In the first installment of this series, I shared perspectives from Everest Research (courtesy of Supply and Demand Chain Executive) and Horses for Sources on the emerging procurement BPO market. Now, here at Spend Matters we won't claim to know as much as Everest does about broader adoption trends in overall F&A BPO (let alone the nuances and quirks of each and every deal). Nor are we privy to the 546+ years of accumulated knowledge that Horses for Sources brings to procurement BPO advisory. Readers NB, the 546 years is an official statistic shared with me by their PR people and incidentally, this is why we are partnering with them on our research in the area -- that and the fact that their fearless leader is always fast and loose to plunk down the corporate Amex to pick up the single malt tab. No, we're not the outsourcing gurus here at Spend Matter, but we do know enough about the inner workings of procurement and have enough experience analyzing procurement BPO from an insider perspective to be useful in offering up an analysis as well.
In this second installment of this series looking at procurement BPO, I'd like to begin by picking up on some Horses for Sources commentary suggesting that the current technology landscape aside BPO "bears bad news for Ariba, which pulled back from a BPO strategy in recent years and has failed to progress its attempts to partner with HP on deals." In essence, I agree with Phil that Ariba is approaching this market from an area of weakness given their past (not just counting HP, mind you). In the past six years, Ariba has developed a less than stellar reputation in the market with partners for what's collectively known in the services business as "fee hoarding" -- something far more common than you might think, and not unique to Ariba.
This reputation with a number of SIs and consultancies has most certainly tainted some BPOs when it comes to engaging with other technology (and services) partners with whom they know they can't entirely trust when it comes to maintaining a clear prime versus sub role on a particular client engagement. Yet I do believe Ariba is serious about attempting to rebuild its credibility as a partner that can be trusted to share in the fee love from both consulting and BPO partner perspectives. Ironically, however, I've heard from Ariba customers that some actually like the fact that Ariba tends to keep services revenue in house by providing what can amount to a more economical overall solution on a total cost basis as well as offering a single "throat to choke" if things do not go as planned.
Yet perhaps the biggest challenge coming from working with Ariba in terms of BPO has little to do with their historic partnering engagement approaches. Rather, it's the fact that Ariba is a SaaS vendor that offers little capability for BPOs to create additional implementation customization and value-add relative to what they can layer on top of SAP or Oracle. And in the case of best of breed technology, Ariba has failed to differentiate relative to its competitors in important, yet peripheral areas like advanced spend analysis and sourcing optimization -- where BPOs can bring additional expertise and capability.

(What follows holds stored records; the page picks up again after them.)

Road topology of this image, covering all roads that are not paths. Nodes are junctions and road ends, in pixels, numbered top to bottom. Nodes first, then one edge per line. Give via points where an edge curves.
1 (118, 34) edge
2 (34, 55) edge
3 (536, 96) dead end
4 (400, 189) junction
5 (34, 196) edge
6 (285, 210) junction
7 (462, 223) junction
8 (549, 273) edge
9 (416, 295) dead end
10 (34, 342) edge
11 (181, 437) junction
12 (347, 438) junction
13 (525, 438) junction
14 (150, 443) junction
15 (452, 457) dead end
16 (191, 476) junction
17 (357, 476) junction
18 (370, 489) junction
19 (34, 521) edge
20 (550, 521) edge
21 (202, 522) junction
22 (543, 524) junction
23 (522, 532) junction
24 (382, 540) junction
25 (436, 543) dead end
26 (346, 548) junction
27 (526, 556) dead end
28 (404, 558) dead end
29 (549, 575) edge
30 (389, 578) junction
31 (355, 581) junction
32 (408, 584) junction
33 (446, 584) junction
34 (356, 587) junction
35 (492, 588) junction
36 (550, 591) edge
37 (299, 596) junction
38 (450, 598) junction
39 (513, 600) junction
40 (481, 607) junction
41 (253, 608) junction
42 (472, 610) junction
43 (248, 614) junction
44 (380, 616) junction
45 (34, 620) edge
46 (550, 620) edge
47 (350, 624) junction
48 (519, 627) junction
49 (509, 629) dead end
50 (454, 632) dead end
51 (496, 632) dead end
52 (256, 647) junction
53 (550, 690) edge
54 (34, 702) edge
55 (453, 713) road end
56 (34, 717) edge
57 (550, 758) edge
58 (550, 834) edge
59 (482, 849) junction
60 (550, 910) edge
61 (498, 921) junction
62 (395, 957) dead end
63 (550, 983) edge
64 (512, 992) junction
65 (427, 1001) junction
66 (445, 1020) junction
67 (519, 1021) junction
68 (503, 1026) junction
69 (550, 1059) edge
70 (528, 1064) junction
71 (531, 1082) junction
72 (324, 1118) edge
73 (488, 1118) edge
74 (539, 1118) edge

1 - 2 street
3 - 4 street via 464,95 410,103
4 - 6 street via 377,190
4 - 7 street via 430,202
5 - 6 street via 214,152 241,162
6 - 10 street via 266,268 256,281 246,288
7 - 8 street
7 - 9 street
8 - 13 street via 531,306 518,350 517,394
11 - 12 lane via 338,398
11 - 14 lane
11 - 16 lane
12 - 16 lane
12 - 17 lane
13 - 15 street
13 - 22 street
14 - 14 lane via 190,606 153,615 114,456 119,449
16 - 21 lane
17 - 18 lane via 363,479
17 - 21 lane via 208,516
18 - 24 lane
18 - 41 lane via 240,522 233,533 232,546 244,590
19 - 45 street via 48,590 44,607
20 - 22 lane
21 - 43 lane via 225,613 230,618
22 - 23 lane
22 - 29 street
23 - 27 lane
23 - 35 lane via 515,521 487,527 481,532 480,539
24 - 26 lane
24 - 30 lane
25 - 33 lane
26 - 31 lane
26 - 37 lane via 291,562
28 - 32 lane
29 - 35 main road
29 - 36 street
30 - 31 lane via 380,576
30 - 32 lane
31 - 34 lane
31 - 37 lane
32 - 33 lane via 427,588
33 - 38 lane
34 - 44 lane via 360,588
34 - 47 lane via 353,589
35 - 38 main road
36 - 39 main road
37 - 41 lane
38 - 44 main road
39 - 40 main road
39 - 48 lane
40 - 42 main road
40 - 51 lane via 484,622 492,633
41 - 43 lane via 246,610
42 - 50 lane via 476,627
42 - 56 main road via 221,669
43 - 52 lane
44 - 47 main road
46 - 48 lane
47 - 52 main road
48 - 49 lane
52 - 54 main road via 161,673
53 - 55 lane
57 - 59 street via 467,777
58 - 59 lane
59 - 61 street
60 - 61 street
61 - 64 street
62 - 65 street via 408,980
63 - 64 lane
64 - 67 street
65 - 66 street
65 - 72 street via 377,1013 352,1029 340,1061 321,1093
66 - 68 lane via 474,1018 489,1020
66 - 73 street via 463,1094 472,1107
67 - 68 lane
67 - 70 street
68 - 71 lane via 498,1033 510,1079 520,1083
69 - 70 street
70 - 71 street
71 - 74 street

One area where BPOs may opt for Ariba has little to do with software, SaaS, cloud or otherwise. Rather, I think BPOs might see a role in partnering with Ariba for category and process expertise in key areas similarly to how Genpact has partnered with ICG Commerce to deliver a more complete and deep solution in certain verticals and spend areas. That is, if they can get comfortable with working with a vendor that has an historic reputation for taking control of client relationships and staffing its own resources over calling in partners (which may in fact be a good decision for the client, or may not, depending on the circumstance).